あなたのヒロインではないけれど
「あ、あの!」
誰かが口を開いてしまったら、たぶん言い出せなくなる。だから、なけなしの勇気をかき集めて先に声を出した。
何だろう? と注目をされてしまえば、羞恥心から視線を伏せて体が震えてくるけれど。このままじゃダメだ、と自分を奮い立たせる。足元にあった紙袋を木製の長机に置くと、中から目的のものを取り出した。
「きょ、今日はバレンタイン……なので。その……よろしかったら……こ、これを」
綺麗にラッピングされた箱と、もうひとつ。不織布の袋に入れたマスコットを、それぞれに差し出す。震えながら渡したそれを、みんなそれぞれ受け取ってくれてホッとした。
「そんな気を遣わなくてもよかったのに……どれどれ」
仲田さんは断ることなくラッピングを外すと、あら! と短い声を上げた。
「あらあらあらあら。大量のチョコレートちゃんじゃない。さっすがに判ってる」
仲田さんは早速ブラックコーヒーとともに、チョコレートをつまむ。そんな彼女に結城さんは眉をひそめた。

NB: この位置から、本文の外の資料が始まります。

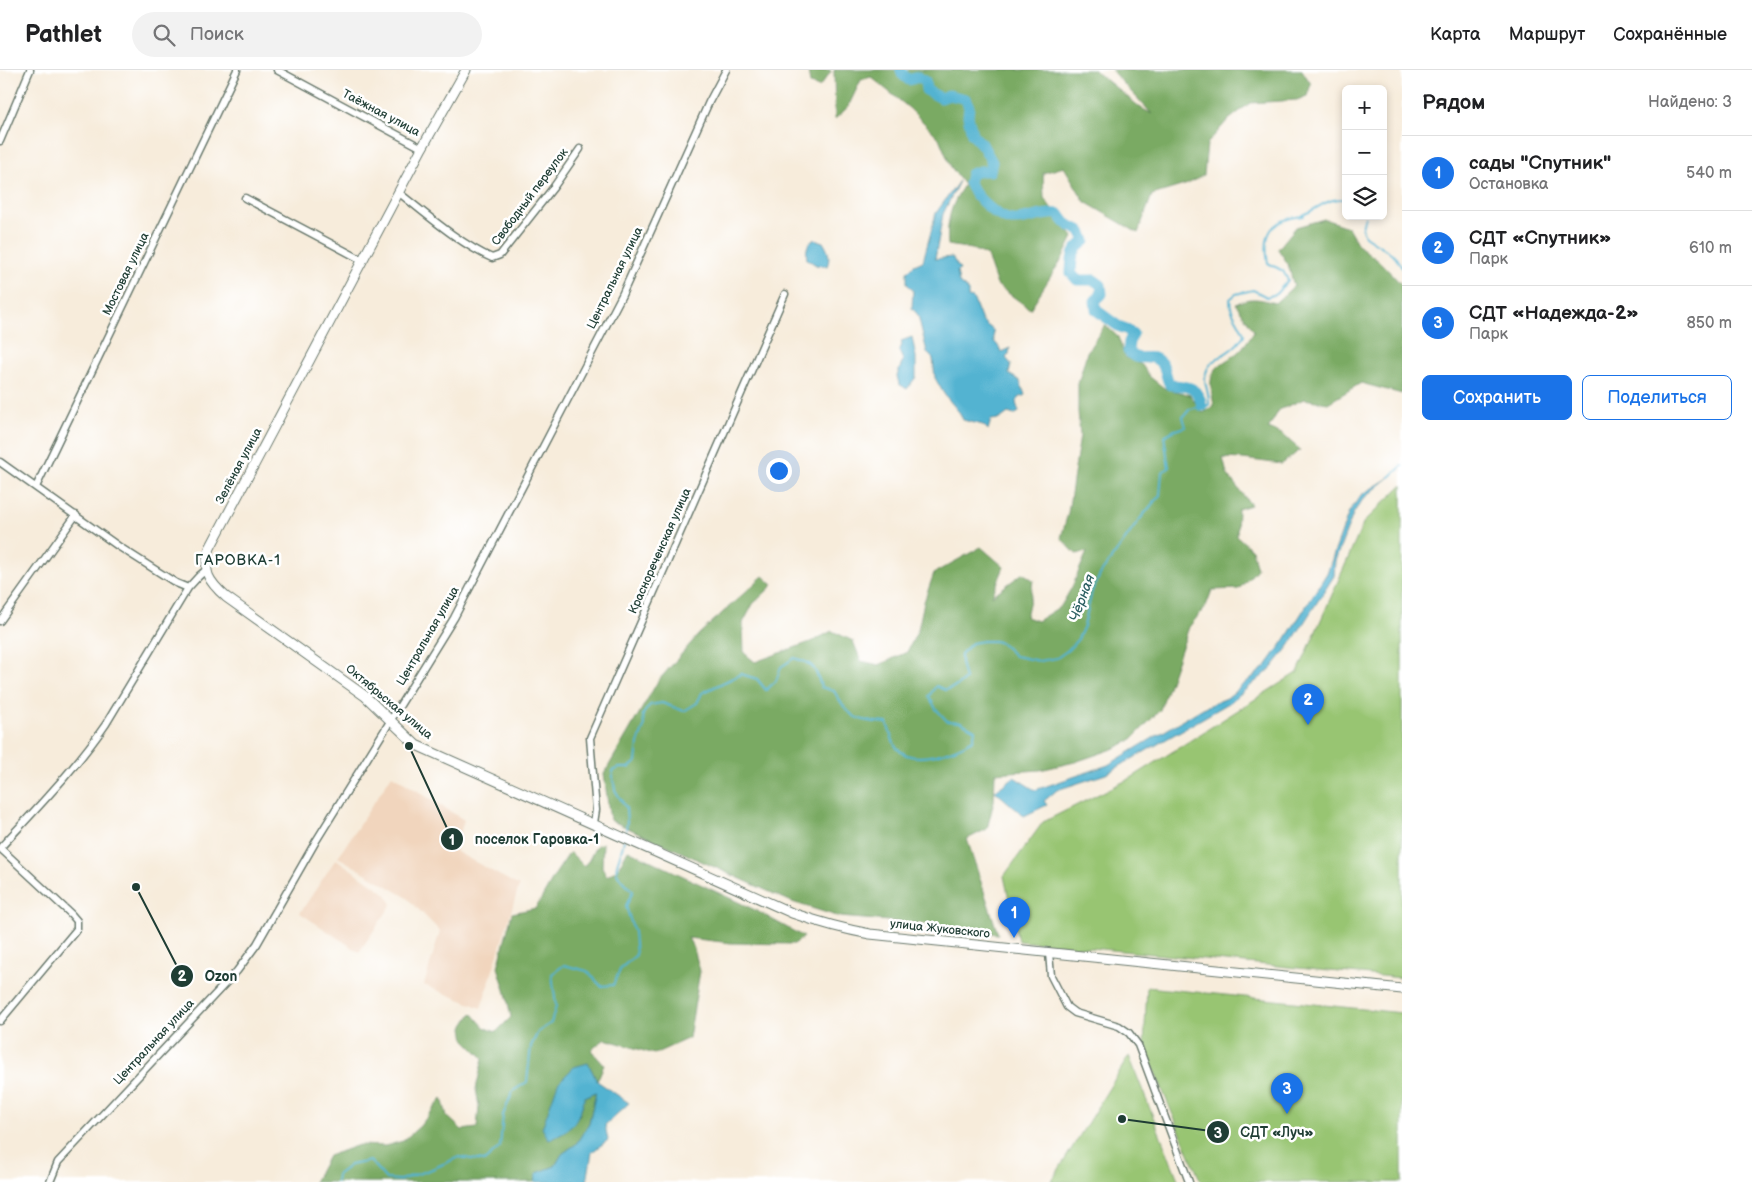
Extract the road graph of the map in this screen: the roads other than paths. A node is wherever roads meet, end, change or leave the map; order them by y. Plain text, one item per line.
1 (30, 70) edge
2 (237, 70) edge
3 (276, 70) edge
4 (466, 70) edge
5 (726, 70) edge
6 (0, 141) edge
7 (422, 148) junction
8 (580, 149) dead end
9 (398, 192) junction
10 (245, 198) dead end
11 (362, 260) junction
12 (785, 294) dead end
13 (0, 462) edge
14 (36, 487) junction
15 (76, 515) junction
16 (206, 570) junction
17 (188, 588) junction
18 (0, 621) edge
19 (390, 720) junction
20 (594, 823) junction
21 (607, 829) joint
22 (0, 848) edge
23 (1049, 953) junction
24 (1402, 989) edge
25 (0, 1021) edge
26 (50, 1182) edge
27 (1189, 1182) edge

1 - 6 street
2 - 14 street, Мостовая улица
3 - 7 street, Таёжная улица
4 - 7 main road, Зелёная улица
5 - 19 street, Центральная улица
7 - 9 main road, Зелёная улица
8 - 9 street, Свободный переулок
9 - 11 main road, Зелёная улица
10 - 11 street
11 - 16 main road, Зелёная улица
12 - 20 street, Краснореченская улица
13 - 14 street
14 - 15 street
15 - 17 street
15 - 18 street
16 - 17 street
16 - 19 main road, Октябрьская улица
17 - 22 street
19 - 20 main road, Октябрьская улица
19 - 26 street, Центральная улица
20 - 21 main road, Октябрьская улица
21 - 23 main road, улица Жуковского
22 - 25 street
23 - 24 main road, улица Жуковского
23 - 27 street

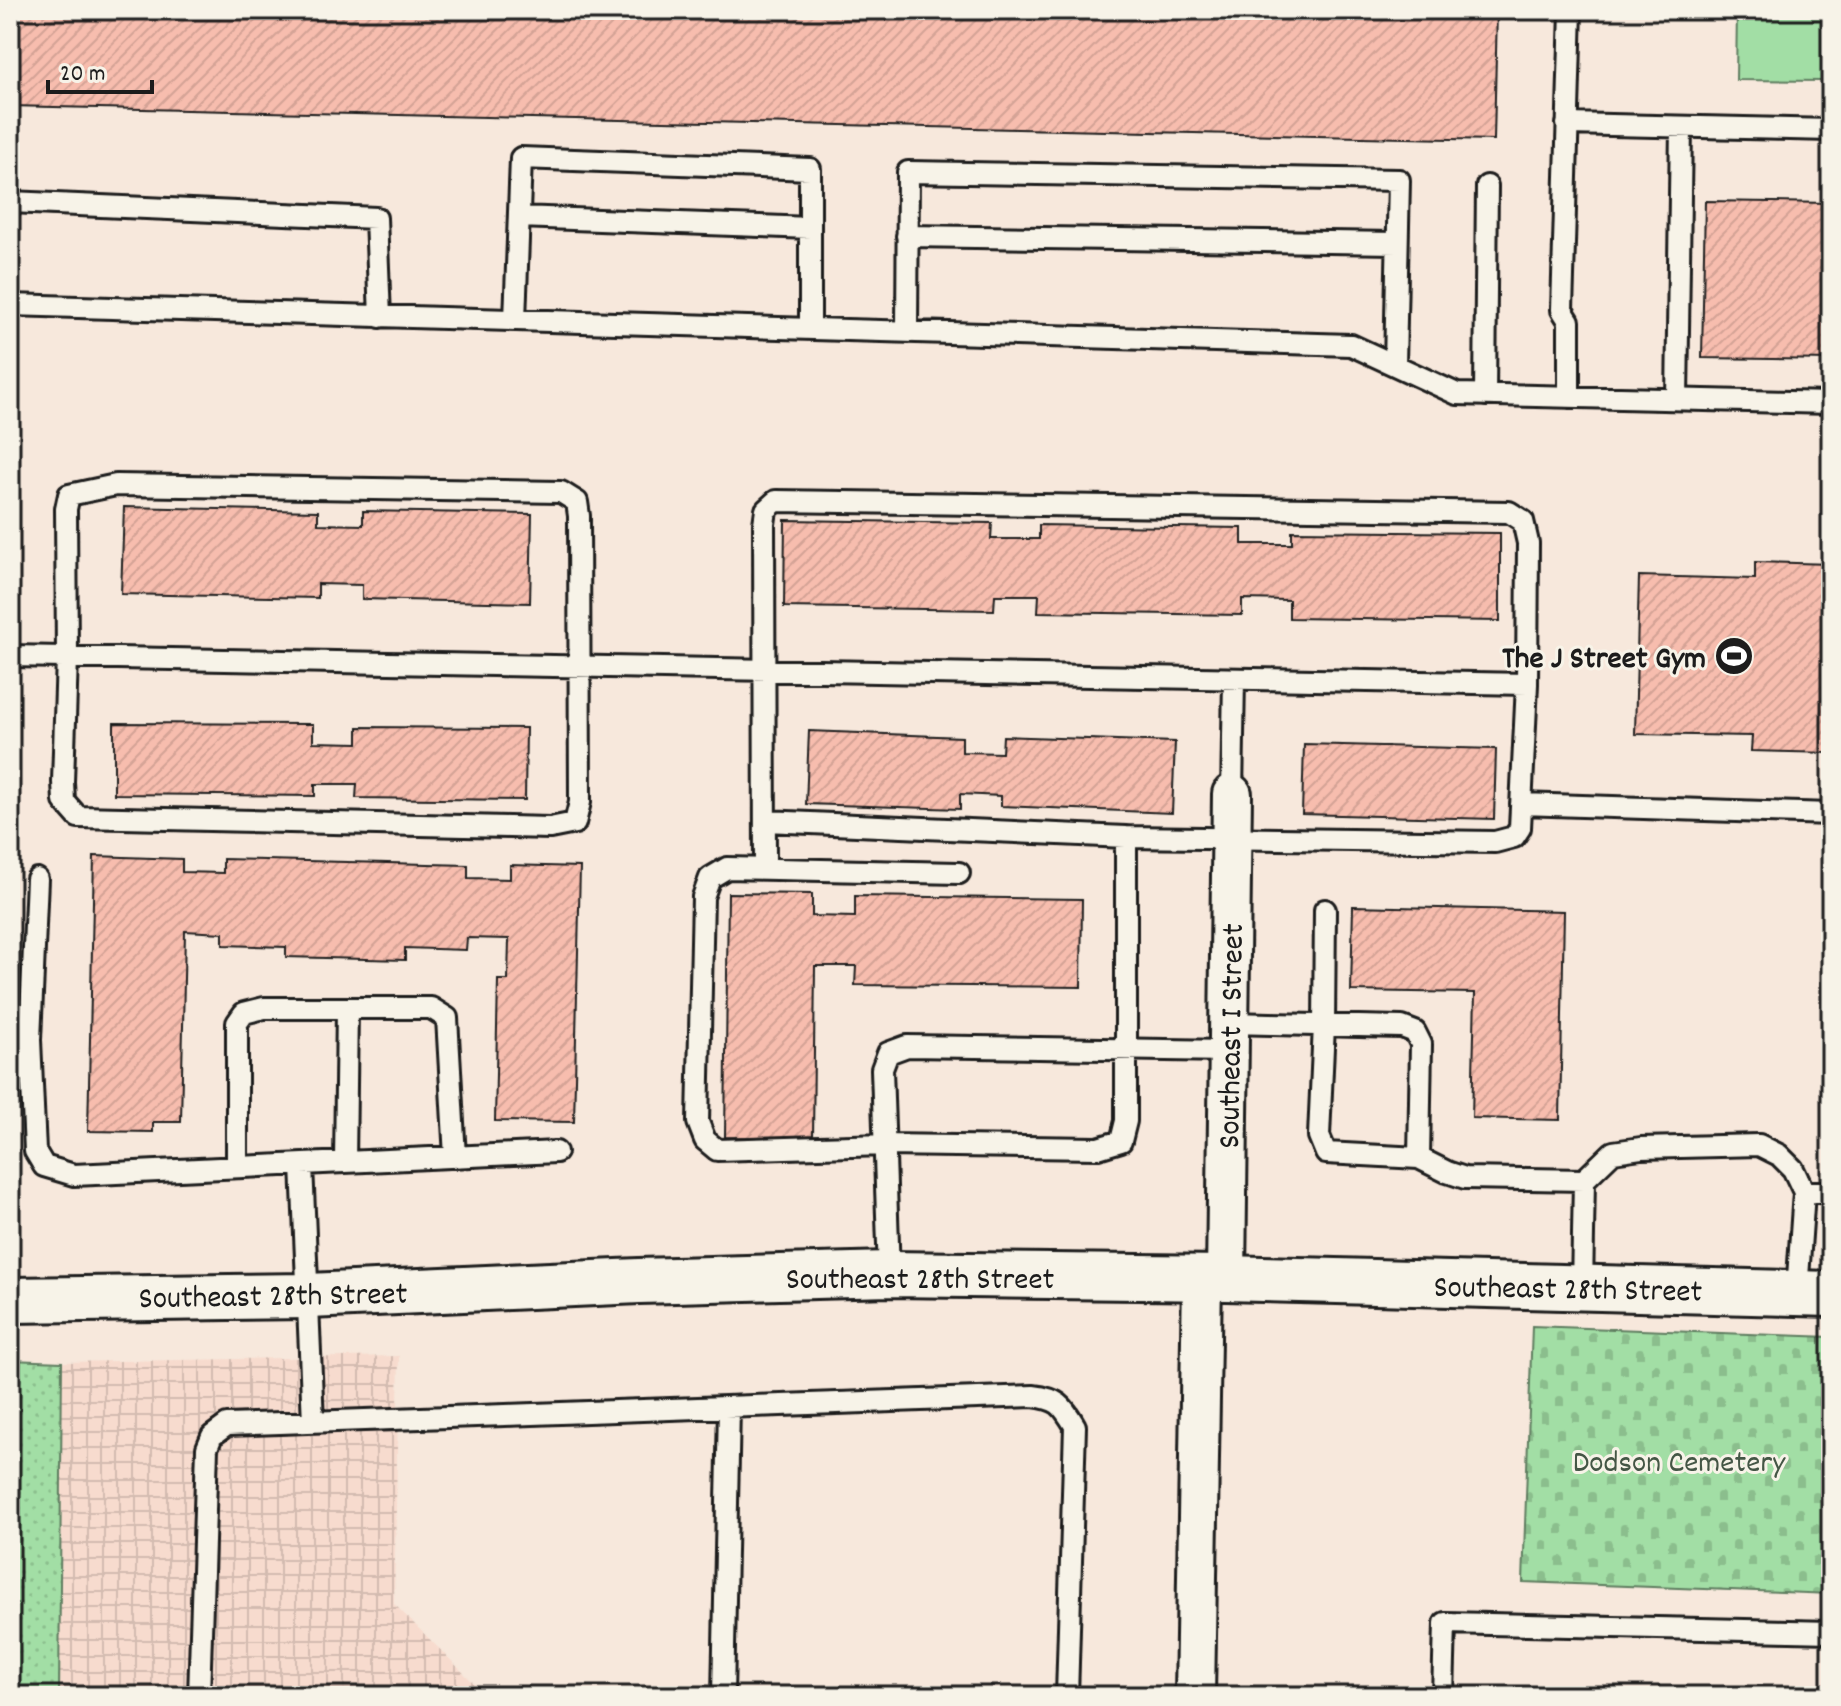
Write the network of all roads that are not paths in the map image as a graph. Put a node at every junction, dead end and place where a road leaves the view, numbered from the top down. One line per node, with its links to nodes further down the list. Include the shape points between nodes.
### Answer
1 (1571, 10): 2 (lane)
2 (1567, 124): 3 (lane); 18 (lane, via 1562,310 1569,321)
3 (1681, 127): 4 (lane); 19 (lane)
4 (1831, 130)
5 (1487, 186): 17 (lane)
6 (10, 202): 12 (lane, via 376,218)
7 (519, 217): 8 (lane); 8 (lane, via 521,158 810,169); 13 (lane)
8 (810, 228): 14 (lane)
9 (907, 236): 10 (lane); 10 (lane, via 908,172 924,172 1399,180); 15 (lane)
10 (1397, 243): 16 (lane)
11 (10, 305): 12 (lane)
12 (380, 317): 13 (lane)
13 (515, 320): 14 (lane)
14 (810, 328): 15 (lane)
15 (907, 331): 16 (lane, via 1351,345)
16 (1395, 365): 17 (lane, via 1457,394)
17 (1485, 395): 18 (lane)
18 (1569, 397): 19 (lane)
19 (1677, 399): 20 (lane)
20 (1831, 403)
21 (10, 656): 22 (lane)
22 (67, 657): 23 (lane); 23 (lane, via 64,801 78,817 550,828 575,823 580,802); 23 (lane, via 69,495 116,485 561,492 577,502 579,516)
23 (581, 667): 24 (lane)
24 (764, 671): 25 (lane); 26 (lane, via 766,510 776,501 793,499 1509,512 1523,521 1528,543); 30 (lane)
25 (1234, 679): 26 (lane); 27 (lane)
26 (1527, 684): 28 (lane)
27 (1232, 794): 32 (street, Southeast I Street)
28 (1521, 804): 29 (lane); 32 (lane, via 1520,828 1514,837 1495,842)
29 (1831, 814)
30 (765, 821): 31 (lane); 33 (lane)
31 (1126, 837): 32 (lane); 41 (lane)
32 (1232, 837): 39 (street, Southeast I Street)
33 (765, 868): 34 (lane); 42 (lane, via 727,868 710,878 703,897 698,1122 705,1140 717,1150)
34 (959, 873)
35 (37, 879): 40 (lane)
36 (1325, 910): 38 (lane)
37 (347, 1008): 44 (lane, via 431,1008 447,1018); 46 (lane); 48 (lane, via 264,1008 244,1013 237,1023)
38 (1324, 1025): 39 (lane); 45 (lane, via 1415,1032 1421,1044); 45 (lane, via 1319,1136 1326,1153)
39 (1229, 1037): 41 (lane); 53 (street, Southeast I Street)
40 (20, 1040): 48 (lane, via 35,1151 44,1166 74,1175)
41 (1126, 1050): 42 (lane, via 1121,1141 1098,1148); 42 (lane, via 907,1046 888,1053 882,1069)
42 (885, 1145): 52 (lane)
43 (556, 1152): 44 (lane)
44 (455, 1157): 46 (lane)
45 (1419, 1158): 49 (lane, via 1465,1178)
46 (345, 1162): 47 (lane)
47 (302, 1165): 48 (lane); 56 (lane)
48 (237, 1167)
49 (1584, 1180): 50 (lane, via 1613,1152 1759,1145 1793,1169); 54 (lane)
50 (1804, 1192): 51 (lane); 55 (lane)
51 (1831, 1192)
52 (889, 1274): 53 (main road, Southeast 28th Street); 56 (main road, Southeast 28th Street)
53 (1214, 1279): 54 (main road, Southeast 28th Street); 64 (street, Southeast I Street)
54 (1582, 1288): 55 (main road, Southeast 28th Street)
55 (1814, 1293)
56 (309, 1296): 57 (main road, Southeast 28th Street); 59 (lane)
57 (10, 1300)
58 (729, 1407): 59 (lane); 62 (lane); 63 (lane, via 1053,1398 1075,1426)
59 (313, 1422): 61 (lane, via 227,1425 212,1436 207,1448)
60 (1831, 1632): 65 (lane, via 1445,1623)
61 (199, 1696)
62 (723, 1696)
63 (1067, 1696)
64 (1195, 1696)
65 (1443, 1696)

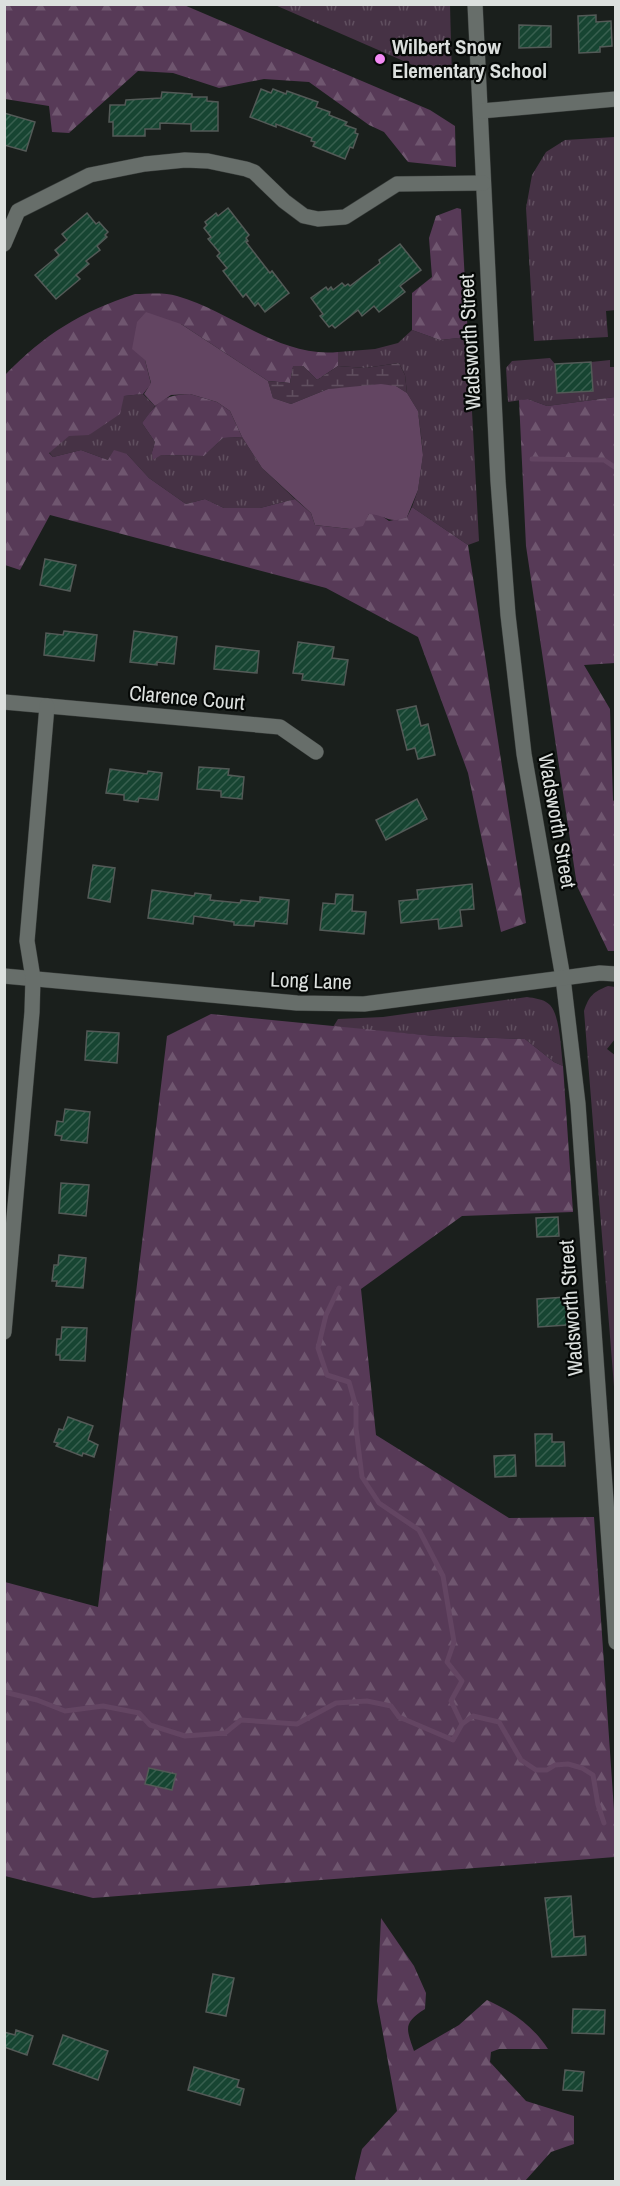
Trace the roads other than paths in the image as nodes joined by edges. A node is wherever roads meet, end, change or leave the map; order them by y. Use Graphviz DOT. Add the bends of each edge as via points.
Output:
graph roads {
  1 [pos="475,4"];
  2 [pos="615,99"];
  3 [pos="481,105"];
  4 [pos="483,183"];
  5 [pos="11,209"];
  6 [pos="4,244"];
  7 [pos="4,702"];
  8 [pos="47,706"];
  9 [pos="316,753"];
  10 [pos="615,974"];
  11 [pos="4,976"];
  12 [pos="33,978"];
  13 [pos="563,978"];
  14 [pos="4,1332"];
  15 [pos="615,1642"];
  1 -- 3 [label="street, Wadsworth Street"];
  2 -- 3 [label="street"];
  3 -- 4 [label="street, Wadsworth Street"];
  4 -- 5 [label="street" via="397,184 345,217 318,219 304,216 254,172 185,160 90,175"];
  4 -- 13 [label="street, Wadsworth Street" via="508,615 524,754"];
  5 -- 6 [label="street"];
  7 -- 8 [label="street, Clarence Court"];
  8 -- 9 [label="street, Clarence Court" via="280,727"];
  8 -- 12 [label="street" via="27,941"];
  10 -- 13 [label="street, Long Lane"];
  11 -- 12 [label="street, Long Lane"];
  12 -- 13 [label="street, Long Lane" via="297,1003 364,1004"];
  12 -- 14 [label="street"];
  13 -- 15 [label="street, Wadsworth Street" via="578,1104"];
}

「おい、美子。厚かましいにも程があるだろ。さすがに三十路女は……イテッ!」
何が起きたかと言えば。……結城さんの額に……ペンが。ペンが刺さってますよ。
「名前で呼ぶな。あと、私はまだ三十路じゃない」
「いてぇだろ! 三十路だろうがアラサーだろうが、人としてどうなんだよ!」
大型犬のようにぎゃんぎゃん吠える結城さんを、仲田さんは軽くあしらってる。もしかすると……怖い人たちじゃないかも。やっと私の中でそんな認識ができてきた。